Y a mi paso se abren las alamedas y mis pies encuentran mullidas las calles linarenses, camino de mi casa. Algo me notan mis allegados porque me miran como a un aparecido, como a un emisario de nuevas que no pueden comunicarse por técnicas convencionales ni con vocablos. Y se contagian, sí, se contagian de mi aura, del plasma emotivo y del positivismo que desprendo, y me convierten en motor de sus ánimos, en la batería recién estrenada que impulsa sus denuedos y optimiza sus tareas, pues la luz novísima nos lleva en andas hacia la plenitud de nuestra creencia. Y es en su virtud, en este nuevo impulso, cuando ya las fuerzas flaquean, cuando perfilamos los detalles más tediosos de nuestra intendencia, esos remates imprescindibles para que seamos ejemplo e imagen de armonía y no desentonemos con el resto de nuestros hermanos en la Semana más grande del año… en este punto justo de inflexión, un tropel de energía se apila en nuestras vísceras y afrontamos la recta final, el sprint postrero, con el ímpetu de los elegidos, de los que no se rinden nunca.
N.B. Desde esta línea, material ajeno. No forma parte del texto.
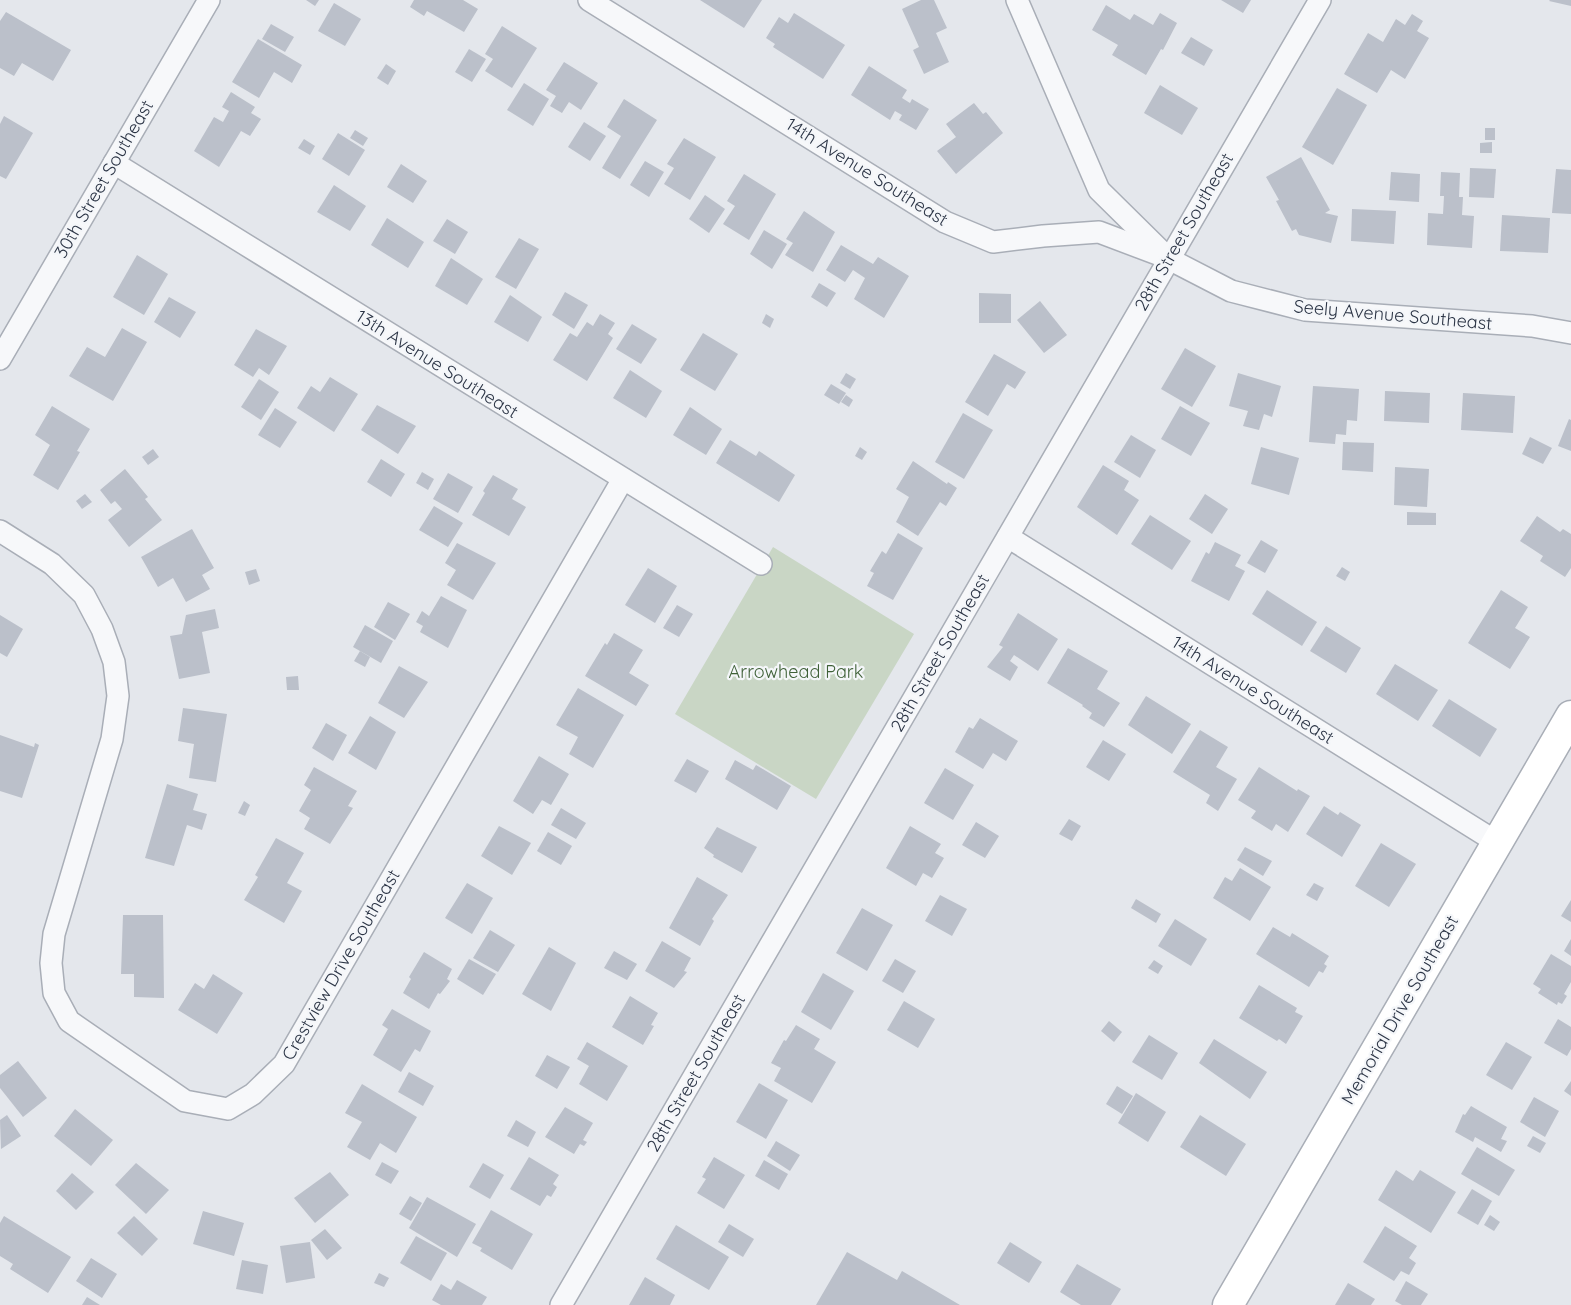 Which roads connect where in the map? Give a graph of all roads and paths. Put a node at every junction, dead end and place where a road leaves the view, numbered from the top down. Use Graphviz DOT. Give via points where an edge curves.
graph roads {
  1 [pos="209,0"];
  2 [pos="590,0"];
  3 [pos="1017,0"];
  4 [pos="1320,0"];
  5 [pos="114,163"];
  6 [pos="1169,259"];
  7 [pos="1571,333"];
  8 [pos="0,358"];
  9 [pos="623,479"];
  10 [pos="0,531"];
  11 [pos="1008,537"];
  12 [pos="761,564"];
  13 [pos="1571,716"];
  14 [pos="1497,843"];
  15 [pos="561,1305"];
  16 [pos="1228,1305"];
  1 -- 5 [label="street, 30th Street Southeast"];
  2 -- 6 [label="street, 14th Avenue Southeast" via="945,222 993,242 1099,232"];
  3 -- 6 [label="street, Seely Avenue Southeast" via="1099,190"];
  4 -- 6 [label="street, 28th Street Southeast"];
  5 -- 8 [label="street, 30th Street Southeast"];
  5 -- 9 [label="street, 13th Avenue Southeast"];
  6 -- 7 [label="street, Seely Avenue Southeast" via="1231,291 1305,310 1532,326"];
  6 -- 11 [label="street, 28th Street Southeast"];
  9 -- 10 [label="street, Crestview Drive Southeast" via="284,1064 253,1094 228,1109 185,1101 69,1021 54,993 54,934 112,740 118,696 114,662 84,595 52,564"];
  9 -- 12 [label="street, 13th Avenue Southeast"];
  11 -- 14 [label="street, 14th Avenue Southeast"];
  11 -- 15 [label="street, 28th Street Southeast"];
  13 -- 14 [label="street, Memorial Drive Southeast"];
  14 -- 16 [label="street, Memorial Drive Southeast"];
}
Porque somos dichosos, piedras angulares en las que descansa una tradición ímproba, un pretérito esplendoroso que habremos de magnificar y traspasar íntegro a las siguientes generaciones.
Cuando nos vean nuestros hijos en las fotografías, cuando repasen nuestro anuario, nuestras actas, nuestras reuniones, se sentirán henchidos de orgullo por el trabajo que hicimos, que estamos haciendo, sordo a veces y aburrido, tedioso, pero necesario, y querrán abrazar el testigo de la piedad y del fervor como se accede a una herencia preciosa y valiosísima. Y alguno escribirá, como lo hago yo ahora mismo, palabras parecidas a las mías, crónicas personales conteniendo sus lágrimas al sentir tan cerca la emoción y el reto próximo que un año más nos pone a prueba como personas individuales y como testigos activos de una organización tan excelsa.
Vuelvo a Linares. A mi Linares. A respirar su tráfico de hombres y mujeres que transitan por sus venas asfaltadas y portan esa alegría genuina, ese modo de afrontar la vida que tan particulares nos hace y nos distingue del resto de los andaluces. Y miro las chimeneas de las minas, vestigios de un ayer con enjundia que se alzan cual saetas de ladrillo para acariciar el cielo inigualable, y las incorporo a mis latidos cuando se reflejan en el perfil de una lágrima que achaco al aura vespertina y que me molesta reconocer como arpegio de mi sensibilidad. Me baño de brisa por el Paseo de Linarejos y a cada paso se me hinchan los pulmones de prestigio por haber tenido la suerte de nacer en esta ciudad sin parangón y por ser un retal en su tejido, un hilo que se ensarta en la aguja de la tradición, con nombres y apellidos, nada de anonimatos, entregado hasta la médula, sin eludir la responsabilidad a que me obligan mi fe y mi destino.
Y mis hijos me contemplan como a un héroe que vuelve de las Termópilas. Y mi esposa me abraza con un gesto grandioso y una ternura infinitas, como una Penélope de nuestro tiempo, y me dice sin articular ninguna sílaba que es el camino correcto, que lo estoy consiguiendo, que soy capaz de dar forma a mis sentimientos y a mis creencias sin escurrir el bulto, sin excusas, sin anteponer intereses personales a la empresa cofrade a la que pertenezco desde mis raíces, desde que apenas levantaba un palmo del suelo y me alistó mi abuelo en este ejército de hormigas. Y en su abrazo compendia y resume aquel otro que mi madre ofrecía a mi padre cuando él también entregaba su don más preciado, su trabajo, su tiempo y su valentía en aras de engrandecer el acervo inconmensurable al que tenemos el privilegio de pertenecer.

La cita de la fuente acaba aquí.